Delayed sends in APAC region
Incident Report for dotdigital
Postmortem

Summary of Impact

At approximately 14:34 UTC on Friday 9th July 2021, customers in our APAC region may have experienced delays in sending emails and SMS. We restored services to normal at 16:26 UTC.

Root Cause

This was caused by a 3rd party network related issue at our colocation data center in Sydney. We were forced to pause email and SMS sends in our APAC region in order to prevent any data loss.

*Update Tuesday 13th July 2021: The RCA from our third party supplier is as follows:
*
At 14:35 UTC on Friday the 9th of July, the data center in which your solution is hosted from suffered an upstream loss of network connectivity.
The cause was a fault in the redundant switching stack of our upstream network vendor, when a Layer 2 software process caused all network paths to stop forwarding network traffic.
Upstream network engineers arrived on site and reset the devices to rectify the issue at 15:49 UTC and services came back online around 14:08 UTC
The root cause of the issue is still under in depth investigation by our upstream vendor and their equipment supplier, and a likely outcome of this will be a scheduled configuration change to mitigate the issue or upgrade the underlying device firmware to affect the same outcome.
We deeply apologise for any loss that occurred as a result of this outage.

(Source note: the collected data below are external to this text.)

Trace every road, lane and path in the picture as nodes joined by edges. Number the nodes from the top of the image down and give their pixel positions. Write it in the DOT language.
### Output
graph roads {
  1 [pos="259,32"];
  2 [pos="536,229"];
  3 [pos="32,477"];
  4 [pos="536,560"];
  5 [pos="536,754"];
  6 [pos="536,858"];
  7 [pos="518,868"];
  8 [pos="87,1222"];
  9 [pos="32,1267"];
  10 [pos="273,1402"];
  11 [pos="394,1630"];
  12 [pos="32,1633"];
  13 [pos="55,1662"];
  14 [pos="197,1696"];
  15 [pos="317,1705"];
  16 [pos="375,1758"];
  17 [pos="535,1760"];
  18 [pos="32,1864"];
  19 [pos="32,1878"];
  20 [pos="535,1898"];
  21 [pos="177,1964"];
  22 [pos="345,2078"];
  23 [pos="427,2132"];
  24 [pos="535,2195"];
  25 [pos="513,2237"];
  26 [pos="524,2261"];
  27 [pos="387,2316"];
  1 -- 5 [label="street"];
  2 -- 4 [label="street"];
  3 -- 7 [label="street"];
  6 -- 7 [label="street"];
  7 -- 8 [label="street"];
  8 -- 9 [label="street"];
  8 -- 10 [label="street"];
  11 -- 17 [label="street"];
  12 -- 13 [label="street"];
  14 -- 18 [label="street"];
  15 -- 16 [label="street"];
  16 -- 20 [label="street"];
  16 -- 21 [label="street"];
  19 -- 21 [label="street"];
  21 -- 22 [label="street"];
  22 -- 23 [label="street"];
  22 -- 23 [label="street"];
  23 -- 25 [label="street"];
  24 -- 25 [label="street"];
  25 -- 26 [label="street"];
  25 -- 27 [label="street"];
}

We will be discussing the outcome of the above investigation ongoing until we are mutually comfortable the underlying issue has been properly mitigated from happening again.

Mitigation:

A summarized timeline of events (all times in UTC):

  • 14:36: We were alerted our sending nodes were unavailable and we started our investigation into the issue
  • 14:50: We raised a connectivity issue with our networking support partner
  • 14:54: We paused sending services
  • 15:03-15:10: We contacted our regional data center support partners via email and phone
  • 15:13: Our data center acknowledged connectivity issues affecting their colocation customers
  • 16:09: We observed the first signs of the 3rd party network issue being resolved, as we were able to connect to our equipment at the data center
  • 16:26: We restored sending services
  • 16:34: We confirmed email and SMS processing was back to normal and any backlog was cleared.

Next Steps.

  • Work is already in progress to review options for cloud based email sending infrastructure.
Posted Jul 12, 2021 - 13:31 BST

Resolved
This incident has been resolved.
Posted Jul 09, 2021 - 17:33 BST
Monitoring
Engineers have resolved the problem and service has been fully restored. Any sends initiated during this incident will now resume automatically.
Posted Jul 09, 2021 - 17:26 BST
Identified
A networking fault has been identified at our Sydney data center and engineers from our supplier are currently working to resolve the problem.
Posted Jul 09, 2021 - 16:18 BST
Investigating
We've discovered an issue which is preventing email and SMS sends, and our tech team are working flat out to fix it. Sorry if this is affecting you, but things should be back to normal very soon. Look out for more news from us shortly.
Posted Jul 09, 2021 - 15:57 BST
This incident affected: Asia Pacific - Engagement Cloud r3 (Asia Pacific - Mail Sending, Asia Pacific - Transactional Email, Asia Pacific - SMS).